▸ What is being asked
Filter this listing down to the lines that contain the word "Black", and copy them.

▸ Entries provided

# # #

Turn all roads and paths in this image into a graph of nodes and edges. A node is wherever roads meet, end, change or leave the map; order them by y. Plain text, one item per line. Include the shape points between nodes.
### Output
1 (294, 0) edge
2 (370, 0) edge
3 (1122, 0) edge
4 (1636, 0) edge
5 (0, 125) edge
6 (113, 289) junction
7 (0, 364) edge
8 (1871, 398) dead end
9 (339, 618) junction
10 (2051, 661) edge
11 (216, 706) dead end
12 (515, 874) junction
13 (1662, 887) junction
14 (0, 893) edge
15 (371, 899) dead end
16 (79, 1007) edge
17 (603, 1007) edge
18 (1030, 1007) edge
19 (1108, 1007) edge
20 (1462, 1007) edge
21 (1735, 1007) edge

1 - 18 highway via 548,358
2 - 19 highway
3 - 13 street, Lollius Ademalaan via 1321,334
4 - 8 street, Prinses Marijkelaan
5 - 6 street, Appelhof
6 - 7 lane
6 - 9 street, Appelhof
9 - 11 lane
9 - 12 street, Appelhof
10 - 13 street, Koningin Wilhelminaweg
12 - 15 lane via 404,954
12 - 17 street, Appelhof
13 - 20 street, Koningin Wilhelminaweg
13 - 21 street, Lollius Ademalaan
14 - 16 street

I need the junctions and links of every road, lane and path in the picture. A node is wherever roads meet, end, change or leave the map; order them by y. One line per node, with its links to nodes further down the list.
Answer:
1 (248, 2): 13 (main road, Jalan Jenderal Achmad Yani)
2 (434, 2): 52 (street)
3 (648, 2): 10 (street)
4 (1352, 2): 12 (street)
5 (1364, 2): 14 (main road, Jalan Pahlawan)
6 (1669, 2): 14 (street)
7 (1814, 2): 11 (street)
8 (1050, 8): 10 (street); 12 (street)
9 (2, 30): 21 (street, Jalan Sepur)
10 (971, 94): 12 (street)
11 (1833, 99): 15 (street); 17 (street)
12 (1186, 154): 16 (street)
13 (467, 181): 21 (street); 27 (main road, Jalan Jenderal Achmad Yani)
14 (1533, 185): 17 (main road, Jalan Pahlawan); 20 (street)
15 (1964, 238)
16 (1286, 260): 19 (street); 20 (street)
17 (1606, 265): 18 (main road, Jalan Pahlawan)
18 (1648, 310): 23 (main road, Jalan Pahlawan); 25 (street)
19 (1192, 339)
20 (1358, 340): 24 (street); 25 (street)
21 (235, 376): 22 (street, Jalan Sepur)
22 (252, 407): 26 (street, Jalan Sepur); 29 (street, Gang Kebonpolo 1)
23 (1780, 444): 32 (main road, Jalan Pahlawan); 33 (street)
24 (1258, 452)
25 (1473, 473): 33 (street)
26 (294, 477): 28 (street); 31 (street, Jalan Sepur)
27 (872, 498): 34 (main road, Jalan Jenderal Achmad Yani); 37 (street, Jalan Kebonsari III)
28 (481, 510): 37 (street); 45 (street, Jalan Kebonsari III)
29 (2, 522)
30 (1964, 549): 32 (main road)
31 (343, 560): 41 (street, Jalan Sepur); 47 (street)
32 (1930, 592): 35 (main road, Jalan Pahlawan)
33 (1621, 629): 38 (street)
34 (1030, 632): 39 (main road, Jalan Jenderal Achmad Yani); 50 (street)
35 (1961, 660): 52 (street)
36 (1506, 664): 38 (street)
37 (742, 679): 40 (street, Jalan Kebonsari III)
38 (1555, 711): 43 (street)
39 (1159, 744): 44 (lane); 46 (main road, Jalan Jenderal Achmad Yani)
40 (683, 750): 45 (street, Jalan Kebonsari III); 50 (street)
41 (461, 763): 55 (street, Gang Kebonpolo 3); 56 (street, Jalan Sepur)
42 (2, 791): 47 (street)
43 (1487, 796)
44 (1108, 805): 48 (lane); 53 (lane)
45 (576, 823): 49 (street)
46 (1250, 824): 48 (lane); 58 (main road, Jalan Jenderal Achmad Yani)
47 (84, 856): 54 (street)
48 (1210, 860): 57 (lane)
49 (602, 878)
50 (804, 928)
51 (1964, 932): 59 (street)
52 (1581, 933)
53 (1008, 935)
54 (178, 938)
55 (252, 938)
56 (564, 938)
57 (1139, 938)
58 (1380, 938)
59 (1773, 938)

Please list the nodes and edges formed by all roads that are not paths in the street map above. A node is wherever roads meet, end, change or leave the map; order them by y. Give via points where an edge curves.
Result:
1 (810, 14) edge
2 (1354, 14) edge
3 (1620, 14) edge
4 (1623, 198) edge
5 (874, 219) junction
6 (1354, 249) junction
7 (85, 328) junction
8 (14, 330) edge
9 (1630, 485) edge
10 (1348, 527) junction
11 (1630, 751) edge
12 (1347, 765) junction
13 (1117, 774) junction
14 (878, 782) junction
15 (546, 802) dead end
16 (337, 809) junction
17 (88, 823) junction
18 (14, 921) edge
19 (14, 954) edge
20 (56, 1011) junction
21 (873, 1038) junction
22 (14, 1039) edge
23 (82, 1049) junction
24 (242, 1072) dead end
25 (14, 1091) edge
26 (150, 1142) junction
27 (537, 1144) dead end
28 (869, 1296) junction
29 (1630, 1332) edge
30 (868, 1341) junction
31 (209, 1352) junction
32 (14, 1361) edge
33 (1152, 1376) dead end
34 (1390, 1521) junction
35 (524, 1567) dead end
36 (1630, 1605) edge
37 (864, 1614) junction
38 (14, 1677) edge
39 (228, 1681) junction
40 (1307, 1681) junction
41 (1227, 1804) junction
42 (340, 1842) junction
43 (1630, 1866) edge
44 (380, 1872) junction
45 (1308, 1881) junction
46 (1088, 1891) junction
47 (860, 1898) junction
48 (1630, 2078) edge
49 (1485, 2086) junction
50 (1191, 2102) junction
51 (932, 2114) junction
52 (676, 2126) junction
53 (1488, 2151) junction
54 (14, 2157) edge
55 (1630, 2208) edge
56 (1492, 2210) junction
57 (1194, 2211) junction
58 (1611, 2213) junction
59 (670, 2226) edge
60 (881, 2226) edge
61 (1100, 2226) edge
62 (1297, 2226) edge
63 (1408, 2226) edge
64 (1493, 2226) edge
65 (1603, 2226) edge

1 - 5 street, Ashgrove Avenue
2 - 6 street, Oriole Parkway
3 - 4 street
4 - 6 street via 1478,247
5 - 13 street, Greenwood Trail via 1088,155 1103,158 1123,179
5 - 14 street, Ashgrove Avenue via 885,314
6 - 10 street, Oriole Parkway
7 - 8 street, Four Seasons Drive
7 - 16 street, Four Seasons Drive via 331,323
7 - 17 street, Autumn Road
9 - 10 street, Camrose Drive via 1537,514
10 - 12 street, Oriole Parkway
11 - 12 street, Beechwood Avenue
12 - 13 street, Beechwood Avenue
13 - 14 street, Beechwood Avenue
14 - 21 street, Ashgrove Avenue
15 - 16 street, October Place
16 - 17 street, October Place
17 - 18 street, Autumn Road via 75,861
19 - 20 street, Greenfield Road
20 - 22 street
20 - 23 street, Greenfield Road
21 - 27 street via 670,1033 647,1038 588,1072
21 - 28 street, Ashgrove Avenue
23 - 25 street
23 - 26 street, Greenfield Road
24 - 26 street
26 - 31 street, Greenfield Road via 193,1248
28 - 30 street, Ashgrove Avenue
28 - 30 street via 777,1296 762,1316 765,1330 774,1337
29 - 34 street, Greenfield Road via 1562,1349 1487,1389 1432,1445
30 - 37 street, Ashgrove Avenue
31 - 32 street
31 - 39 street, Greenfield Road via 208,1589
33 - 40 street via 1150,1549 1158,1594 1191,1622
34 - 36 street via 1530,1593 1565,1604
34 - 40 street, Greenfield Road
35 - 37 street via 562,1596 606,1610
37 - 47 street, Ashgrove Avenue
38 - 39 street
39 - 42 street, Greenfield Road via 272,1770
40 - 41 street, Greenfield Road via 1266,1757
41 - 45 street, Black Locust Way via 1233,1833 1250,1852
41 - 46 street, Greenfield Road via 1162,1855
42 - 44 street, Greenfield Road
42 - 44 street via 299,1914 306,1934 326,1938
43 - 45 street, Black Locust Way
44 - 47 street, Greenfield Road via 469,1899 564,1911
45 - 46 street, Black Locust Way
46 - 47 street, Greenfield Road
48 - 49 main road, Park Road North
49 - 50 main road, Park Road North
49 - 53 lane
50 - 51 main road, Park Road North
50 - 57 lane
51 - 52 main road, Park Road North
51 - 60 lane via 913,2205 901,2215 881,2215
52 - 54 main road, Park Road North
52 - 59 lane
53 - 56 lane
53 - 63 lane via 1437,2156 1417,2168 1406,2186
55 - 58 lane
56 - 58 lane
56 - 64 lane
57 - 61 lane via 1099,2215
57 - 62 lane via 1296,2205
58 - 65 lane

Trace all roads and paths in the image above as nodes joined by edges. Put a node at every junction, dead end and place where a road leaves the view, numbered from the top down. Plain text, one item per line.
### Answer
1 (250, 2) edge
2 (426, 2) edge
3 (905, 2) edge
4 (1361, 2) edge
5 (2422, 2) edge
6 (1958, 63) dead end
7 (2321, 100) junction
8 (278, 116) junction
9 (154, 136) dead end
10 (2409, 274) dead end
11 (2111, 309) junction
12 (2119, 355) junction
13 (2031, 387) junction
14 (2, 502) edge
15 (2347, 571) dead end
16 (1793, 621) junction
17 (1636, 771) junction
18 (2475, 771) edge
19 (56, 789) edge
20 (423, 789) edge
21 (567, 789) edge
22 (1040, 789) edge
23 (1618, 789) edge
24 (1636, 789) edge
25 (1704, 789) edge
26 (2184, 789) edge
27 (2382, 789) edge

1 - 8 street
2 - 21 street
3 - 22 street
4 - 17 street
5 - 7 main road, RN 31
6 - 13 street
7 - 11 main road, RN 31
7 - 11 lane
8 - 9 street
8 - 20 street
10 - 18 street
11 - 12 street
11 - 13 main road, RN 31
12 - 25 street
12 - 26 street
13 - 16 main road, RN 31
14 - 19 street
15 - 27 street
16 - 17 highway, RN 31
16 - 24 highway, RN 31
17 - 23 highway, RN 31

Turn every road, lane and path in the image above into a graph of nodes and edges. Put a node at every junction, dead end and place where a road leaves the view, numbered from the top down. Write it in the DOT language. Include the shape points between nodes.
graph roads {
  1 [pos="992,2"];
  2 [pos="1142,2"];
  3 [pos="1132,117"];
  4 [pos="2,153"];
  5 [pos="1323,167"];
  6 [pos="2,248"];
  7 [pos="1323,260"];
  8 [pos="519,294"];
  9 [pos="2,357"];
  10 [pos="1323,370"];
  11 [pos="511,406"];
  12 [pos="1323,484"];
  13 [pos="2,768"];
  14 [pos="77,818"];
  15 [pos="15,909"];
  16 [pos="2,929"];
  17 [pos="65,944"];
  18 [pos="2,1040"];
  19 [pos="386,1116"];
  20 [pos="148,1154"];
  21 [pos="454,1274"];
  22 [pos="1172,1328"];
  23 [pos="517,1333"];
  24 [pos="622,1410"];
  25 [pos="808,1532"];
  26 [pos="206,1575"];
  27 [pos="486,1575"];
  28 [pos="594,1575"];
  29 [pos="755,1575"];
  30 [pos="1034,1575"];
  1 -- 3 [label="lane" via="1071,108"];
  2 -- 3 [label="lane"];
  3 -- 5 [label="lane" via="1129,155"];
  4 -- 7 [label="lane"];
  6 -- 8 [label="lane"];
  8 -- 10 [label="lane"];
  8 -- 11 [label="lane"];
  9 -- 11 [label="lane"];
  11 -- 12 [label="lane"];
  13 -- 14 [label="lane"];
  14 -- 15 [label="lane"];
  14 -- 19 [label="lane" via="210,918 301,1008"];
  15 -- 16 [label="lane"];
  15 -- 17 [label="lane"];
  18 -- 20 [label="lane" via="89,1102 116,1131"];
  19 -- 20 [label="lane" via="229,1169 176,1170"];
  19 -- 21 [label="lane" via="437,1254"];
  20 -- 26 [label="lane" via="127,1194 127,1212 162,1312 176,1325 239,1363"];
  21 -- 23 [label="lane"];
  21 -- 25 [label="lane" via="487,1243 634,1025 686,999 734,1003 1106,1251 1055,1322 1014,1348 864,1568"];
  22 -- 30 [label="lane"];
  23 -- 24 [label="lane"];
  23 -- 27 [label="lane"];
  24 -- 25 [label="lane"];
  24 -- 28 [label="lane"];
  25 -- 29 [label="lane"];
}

# # #

▸ Task response
41 - 45 street, Black Locust Way via 1233,1833 1250,1852
43 - 45 street, Black Locust Way
45 - 46 street, Black Locust Way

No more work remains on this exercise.